Past Reviews

Regional Reviews: Boston

David Sedaris
Celebrity Series of Boston
Review by Nancy Grossman


David Sedaris
Photo by Adam DeTour
The Celebrity Series of Boston was founded in 1938 by pianist and impresario Aaron Richmond and has presented a remarkable selection of performing artists throughout its 80-year history. On April 10, a packed house at Symphony Hall welcomed David Sedaris for his 14th Celebrity Series appearance. He made his debut in 2002, is listed on the just-released schedule for the 2019-2020 season, and can always be counted on to bring a fresh, delightful performance with a surprise or two.

Known for his propensity to sport some, shall I say, non-traditional attire, Sedaris strolled onto the stage wearing black, sequined culottes and knee socks, and a new Comme des Garçons tunic-length jacket.
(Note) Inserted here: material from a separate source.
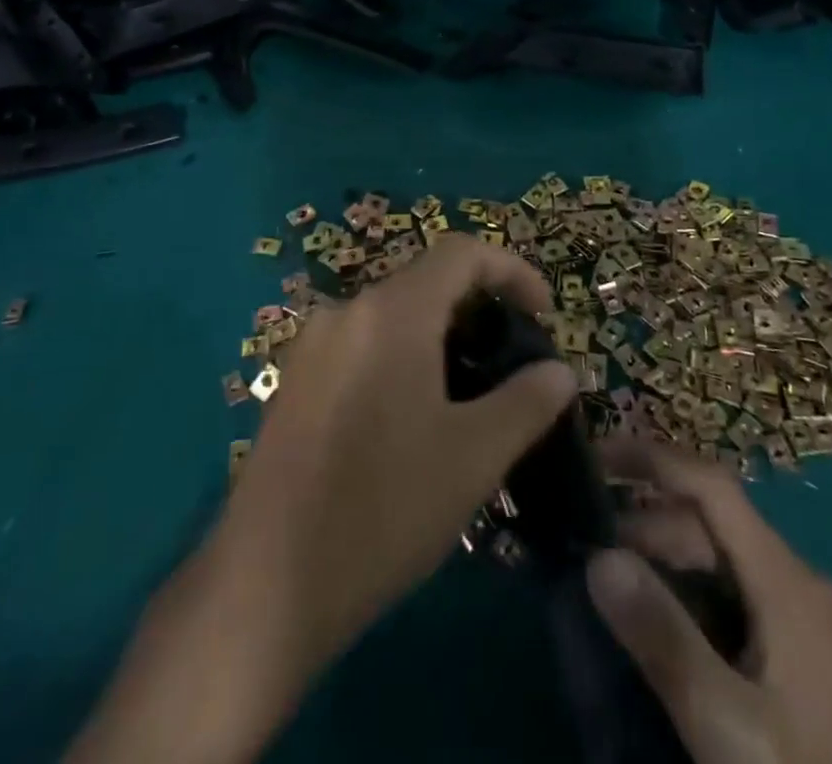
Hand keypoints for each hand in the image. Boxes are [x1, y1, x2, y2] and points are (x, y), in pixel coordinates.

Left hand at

He immediately drew attention to his outfit, claiming that the black jacket made him look like a rabbi who had been mauled by a tiger, and proceeded to rotate to show a pair of symmetrical vertical gashes on the back of the garment. His untucked shirt also had long strips of fabric hanging below the waist, giving the appearance of those things that drop down to smoosh your windshield in a car wash. "I look amazing!" Sedaris asserted.

Before reading a word of his own, Sedaris introduced a young writer he has recently "discovered," inviting Cindy House to share one of her stories. Anytime there's an opening act, the audience holds its collective breath until it's over, but in short order House showed why she's a Sedaris favorite. Her story was touching and funny, her writing style both down-to-earth and evocative, and her delivery relaxed and confident. House has an MFA in Creative Writing from Lesley University and resides in New Haven, CT, with her husband and their son.
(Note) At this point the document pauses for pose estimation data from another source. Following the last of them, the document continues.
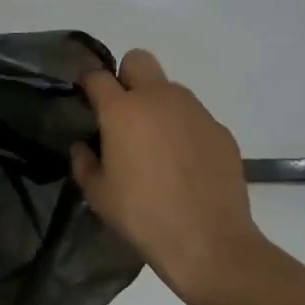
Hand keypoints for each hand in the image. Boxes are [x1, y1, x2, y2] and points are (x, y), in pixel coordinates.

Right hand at [71, 49, 263, 300]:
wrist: (210, 244)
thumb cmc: (143, 217)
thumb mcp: (98, 195)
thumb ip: (83, 162)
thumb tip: (84, 146)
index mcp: (122, 110)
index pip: (96, 76)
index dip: (87, 84)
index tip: (86, 100)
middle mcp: (158, 98)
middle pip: (138, 60)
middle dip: (126, 76)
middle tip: (124, 112)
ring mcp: (194, 110)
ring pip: (170, 87)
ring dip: (158, 104)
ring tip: (158, 143)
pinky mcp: (220, 130)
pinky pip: (195, 116)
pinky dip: (185, 129)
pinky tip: (186, 163)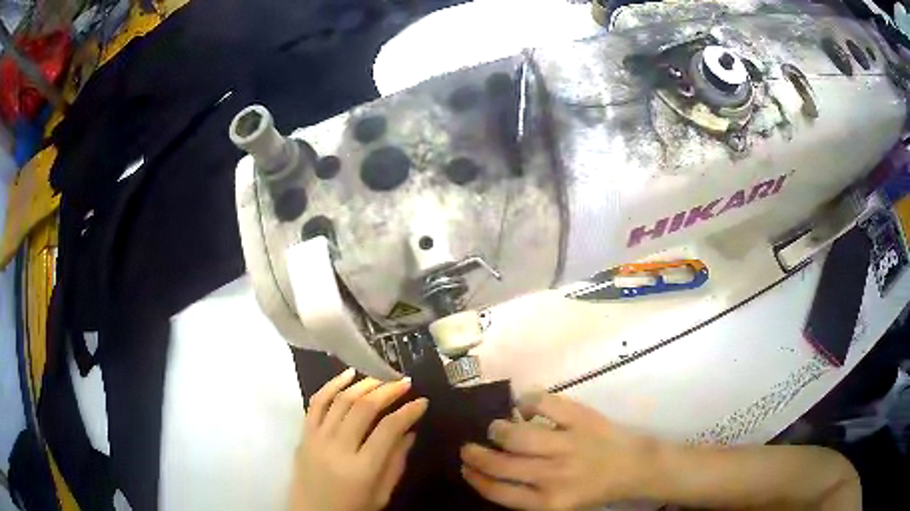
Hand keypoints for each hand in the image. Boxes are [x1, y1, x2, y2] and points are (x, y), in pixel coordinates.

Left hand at [289, 368, 428, 510]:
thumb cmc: (351, 509)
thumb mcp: (381, 494)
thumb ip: (396, 463)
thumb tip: (410, 431)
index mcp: (361, 469)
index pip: (388, 429)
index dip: (408, 412)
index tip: (422, 401)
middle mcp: (337, 448)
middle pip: (363, 408)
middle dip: (388, 390)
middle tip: (405, 382)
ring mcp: (317, 438)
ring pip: (341, 400)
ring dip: (364, 384)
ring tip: (382, 377)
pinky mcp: (304, 434)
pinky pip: (316, 402)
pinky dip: (332, 384)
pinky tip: (348, 374)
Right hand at [460, 393, 658, 509]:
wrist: (636, 467)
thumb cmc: (595, 489)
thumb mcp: (559, 504)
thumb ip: (527, 494)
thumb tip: (492, 472)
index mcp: (548, 501)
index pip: (498, 492)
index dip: (476, 479)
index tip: (465, 469)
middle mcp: (554, 475)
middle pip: (501, 464)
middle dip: (476, 455)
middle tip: (468, 447)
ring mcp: (568, 445)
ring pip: (516, 435)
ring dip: (498, 429)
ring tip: (496, 428)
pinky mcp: (581, 419)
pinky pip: (544, 404)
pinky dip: (528, 402)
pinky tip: (524, 406)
Sedaris is an author of books, short stories, and personal essays; his work has been featured on public radio, audio recordings, and recently as a commentator on "CBS Sunday Morning." With no shortage of items to choose from his library, he does not rest on his laurels, but shares his observations about a range of current events. On this night, his musings were inspired by the photos of politicians in black face, causing him to wonder what old photos any of us could be concerned about if they were to surface. He is not overtly political, but he lets it be known what side he is on with a smattering of comments. However, most of his stories are based on his incredibly honed powers of observation, either of things going on around him or in his own life.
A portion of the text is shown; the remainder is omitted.